Give the number of lines in this listing that hold "graph". No other words belong in the reply.

───

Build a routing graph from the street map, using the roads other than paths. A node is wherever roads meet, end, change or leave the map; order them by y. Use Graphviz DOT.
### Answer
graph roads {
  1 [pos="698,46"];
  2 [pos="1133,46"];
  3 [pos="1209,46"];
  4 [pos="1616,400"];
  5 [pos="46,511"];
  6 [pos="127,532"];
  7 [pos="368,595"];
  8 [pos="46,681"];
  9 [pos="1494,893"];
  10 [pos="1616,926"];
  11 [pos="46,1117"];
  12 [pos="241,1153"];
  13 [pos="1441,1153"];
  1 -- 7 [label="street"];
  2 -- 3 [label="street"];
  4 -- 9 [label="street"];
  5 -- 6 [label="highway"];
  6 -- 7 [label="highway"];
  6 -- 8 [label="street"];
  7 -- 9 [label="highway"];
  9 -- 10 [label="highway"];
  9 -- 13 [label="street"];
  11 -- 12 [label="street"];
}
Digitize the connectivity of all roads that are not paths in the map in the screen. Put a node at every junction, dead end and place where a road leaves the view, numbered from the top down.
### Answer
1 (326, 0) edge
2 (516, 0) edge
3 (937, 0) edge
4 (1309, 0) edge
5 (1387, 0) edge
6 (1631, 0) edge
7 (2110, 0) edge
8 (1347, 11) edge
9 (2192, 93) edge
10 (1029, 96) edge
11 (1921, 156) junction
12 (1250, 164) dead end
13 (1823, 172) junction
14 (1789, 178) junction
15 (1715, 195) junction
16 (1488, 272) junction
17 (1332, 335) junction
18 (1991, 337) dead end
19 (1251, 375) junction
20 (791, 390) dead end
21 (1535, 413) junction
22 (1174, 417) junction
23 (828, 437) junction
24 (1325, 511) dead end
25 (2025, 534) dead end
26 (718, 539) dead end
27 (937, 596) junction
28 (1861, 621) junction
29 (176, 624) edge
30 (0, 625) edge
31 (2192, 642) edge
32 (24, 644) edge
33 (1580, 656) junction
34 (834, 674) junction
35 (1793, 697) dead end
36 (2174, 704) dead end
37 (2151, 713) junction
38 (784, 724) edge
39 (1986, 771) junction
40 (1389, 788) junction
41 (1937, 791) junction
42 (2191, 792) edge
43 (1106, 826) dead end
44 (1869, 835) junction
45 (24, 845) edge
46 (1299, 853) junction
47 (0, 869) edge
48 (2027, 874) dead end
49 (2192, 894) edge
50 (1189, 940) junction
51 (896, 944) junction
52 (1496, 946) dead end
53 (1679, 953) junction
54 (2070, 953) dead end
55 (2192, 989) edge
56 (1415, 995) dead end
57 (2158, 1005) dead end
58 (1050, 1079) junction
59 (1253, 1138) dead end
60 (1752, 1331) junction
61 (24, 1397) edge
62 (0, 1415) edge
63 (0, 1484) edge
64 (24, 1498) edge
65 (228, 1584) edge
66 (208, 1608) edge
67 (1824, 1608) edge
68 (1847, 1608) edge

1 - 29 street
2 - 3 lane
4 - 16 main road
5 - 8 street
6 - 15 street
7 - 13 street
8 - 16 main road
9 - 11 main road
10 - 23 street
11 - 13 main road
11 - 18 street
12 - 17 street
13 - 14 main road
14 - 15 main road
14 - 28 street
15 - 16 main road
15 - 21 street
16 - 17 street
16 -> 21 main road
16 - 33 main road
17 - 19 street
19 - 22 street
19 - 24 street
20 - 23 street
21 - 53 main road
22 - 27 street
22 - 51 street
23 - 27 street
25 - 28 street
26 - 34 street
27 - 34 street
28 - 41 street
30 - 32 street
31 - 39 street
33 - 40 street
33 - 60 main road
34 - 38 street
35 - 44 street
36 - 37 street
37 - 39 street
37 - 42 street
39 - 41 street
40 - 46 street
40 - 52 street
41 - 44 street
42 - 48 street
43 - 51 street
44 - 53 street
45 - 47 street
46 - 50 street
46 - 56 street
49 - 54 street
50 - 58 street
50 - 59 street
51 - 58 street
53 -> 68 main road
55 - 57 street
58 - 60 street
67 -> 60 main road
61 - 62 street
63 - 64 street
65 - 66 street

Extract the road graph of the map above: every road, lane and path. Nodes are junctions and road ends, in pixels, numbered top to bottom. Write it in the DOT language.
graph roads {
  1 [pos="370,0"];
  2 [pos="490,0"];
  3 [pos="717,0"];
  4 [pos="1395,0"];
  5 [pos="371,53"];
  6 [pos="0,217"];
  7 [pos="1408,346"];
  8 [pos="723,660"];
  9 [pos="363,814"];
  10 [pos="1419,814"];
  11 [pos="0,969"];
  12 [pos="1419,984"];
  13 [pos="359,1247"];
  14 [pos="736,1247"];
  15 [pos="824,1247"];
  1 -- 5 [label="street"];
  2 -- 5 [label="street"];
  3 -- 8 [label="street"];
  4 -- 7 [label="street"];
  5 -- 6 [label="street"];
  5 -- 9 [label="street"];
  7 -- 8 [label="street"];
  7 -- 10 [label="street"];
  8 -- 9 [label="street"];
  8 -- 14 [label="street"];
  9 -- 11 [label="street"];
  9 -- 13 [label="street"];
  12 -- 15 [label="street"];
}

───

The answer ▸
4